● **What is being asked**:
Report each line of the entries below that includes "edges".

● **Given data**:

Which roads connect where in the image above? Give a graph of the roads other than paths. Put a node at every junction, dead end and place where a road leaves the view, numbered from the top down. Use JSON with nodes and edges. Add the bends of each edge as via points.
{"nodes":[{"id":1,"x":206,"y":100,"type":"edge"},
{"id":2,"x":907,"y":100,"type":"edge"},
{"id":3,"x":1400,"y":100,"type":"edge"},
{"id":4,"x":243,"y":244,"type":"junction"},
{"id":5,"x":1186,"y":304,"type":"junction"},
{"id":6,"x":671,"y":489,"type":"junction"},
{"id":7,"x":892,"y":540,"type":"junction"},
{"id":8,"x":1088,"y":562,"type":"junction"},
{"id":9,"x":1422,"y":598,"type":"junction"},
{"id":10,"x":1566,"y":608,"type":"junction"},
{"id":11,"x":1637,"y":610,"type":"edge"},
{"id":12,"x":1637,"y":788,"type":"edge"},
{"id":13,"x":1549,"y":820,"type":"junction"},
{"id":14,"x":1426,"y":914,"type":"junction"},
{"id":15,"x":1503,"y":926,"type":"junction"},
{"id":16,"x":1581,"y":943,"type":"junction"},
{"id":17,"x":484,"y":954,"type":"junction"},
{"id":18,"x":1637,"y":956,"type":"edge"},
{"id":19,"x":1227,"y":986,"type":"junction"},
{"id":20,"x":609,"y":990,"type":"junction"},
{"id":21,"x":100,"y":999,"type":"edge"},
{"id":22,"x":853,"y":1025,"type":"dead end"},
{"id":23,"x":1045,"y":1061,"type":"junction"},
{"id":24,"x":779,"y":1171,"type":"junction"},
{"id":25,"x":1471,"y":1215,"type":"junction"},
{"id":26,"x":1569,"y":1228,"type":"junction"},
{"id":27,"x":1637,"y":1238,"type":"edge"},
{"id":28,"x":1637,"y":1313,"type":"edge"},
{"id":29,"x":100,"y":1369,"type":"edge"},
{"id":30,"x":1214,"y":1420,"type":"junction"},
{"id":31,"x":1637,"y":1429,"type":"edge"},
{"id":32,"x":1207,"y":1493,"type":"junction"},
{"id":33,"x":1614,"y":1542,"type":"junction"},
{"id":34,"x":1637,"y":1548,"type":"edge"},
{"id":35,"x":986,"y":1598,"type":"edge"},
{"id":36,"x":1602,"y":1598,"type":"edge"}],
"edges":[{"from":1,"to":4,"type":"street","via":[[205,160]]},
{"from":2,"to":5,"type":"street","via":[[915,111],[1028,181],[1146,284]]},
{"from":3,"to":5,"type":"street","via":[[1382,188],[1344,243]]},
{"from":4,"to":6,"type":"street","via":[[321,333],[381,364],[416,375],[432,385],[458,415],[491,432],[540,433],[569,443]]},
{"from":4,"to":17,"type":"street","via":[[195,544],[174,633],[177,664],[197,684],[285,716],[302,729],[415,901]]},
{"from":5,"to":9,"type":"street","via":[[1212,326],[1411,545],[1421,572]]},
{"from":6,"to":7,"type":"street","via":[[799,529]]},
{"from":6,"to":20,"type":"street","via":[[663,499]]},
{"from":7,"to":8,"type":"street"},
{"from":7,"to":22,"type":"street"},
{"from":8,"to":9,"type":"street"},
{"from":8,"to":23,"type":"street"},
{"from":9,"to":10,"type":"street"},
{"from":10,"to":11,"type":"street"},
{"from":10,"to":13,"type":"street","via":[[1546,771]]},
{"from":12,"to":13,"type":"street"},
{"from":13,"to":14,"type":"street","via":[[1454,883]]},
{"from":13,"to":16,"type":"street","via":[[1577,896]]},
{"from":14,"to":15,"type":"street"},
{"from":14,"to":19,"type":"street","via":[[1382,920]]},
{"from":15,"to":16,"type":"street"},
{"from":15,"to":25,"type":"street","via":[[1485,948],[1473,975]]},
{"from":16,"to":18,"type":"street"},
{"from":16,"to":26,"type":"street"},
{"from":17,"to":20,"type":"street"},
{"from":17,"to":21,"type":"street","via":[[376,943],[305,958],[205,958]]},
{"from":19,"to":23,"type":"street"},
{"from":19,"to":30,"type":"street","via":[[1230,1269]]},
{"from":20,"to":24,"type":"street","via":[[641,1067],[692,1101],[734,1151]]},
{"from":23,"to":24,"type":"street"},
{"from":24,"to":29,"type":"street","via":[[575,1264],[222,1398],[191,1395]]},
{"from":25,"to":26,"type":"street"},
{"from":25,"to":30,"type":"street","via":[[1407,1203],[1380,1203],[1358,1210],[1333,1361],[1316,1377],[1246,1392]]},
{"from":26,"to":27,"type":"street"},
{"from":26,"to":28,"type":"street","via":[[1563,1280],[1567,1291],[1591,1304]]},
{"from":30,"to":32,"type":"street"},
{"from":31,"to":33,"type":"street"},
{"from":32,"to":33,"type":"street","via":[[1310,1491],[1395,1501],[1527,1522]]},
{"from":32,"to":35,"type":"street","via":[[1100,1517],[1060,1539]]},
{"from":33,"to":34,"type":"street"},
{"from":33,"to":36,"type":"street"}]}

● **Solution to this exercise**:
Which roads connect where in the image above? Give a graph of the roads other than paths. Put a node at every junction, dead end and place where a road leaves the view, numbered from the top down. Use JSON with nodes and edges. Add the bends of each edge as via points.
"edges":[{"from":1,"to":4,"type":"street","via":[[205,160]]},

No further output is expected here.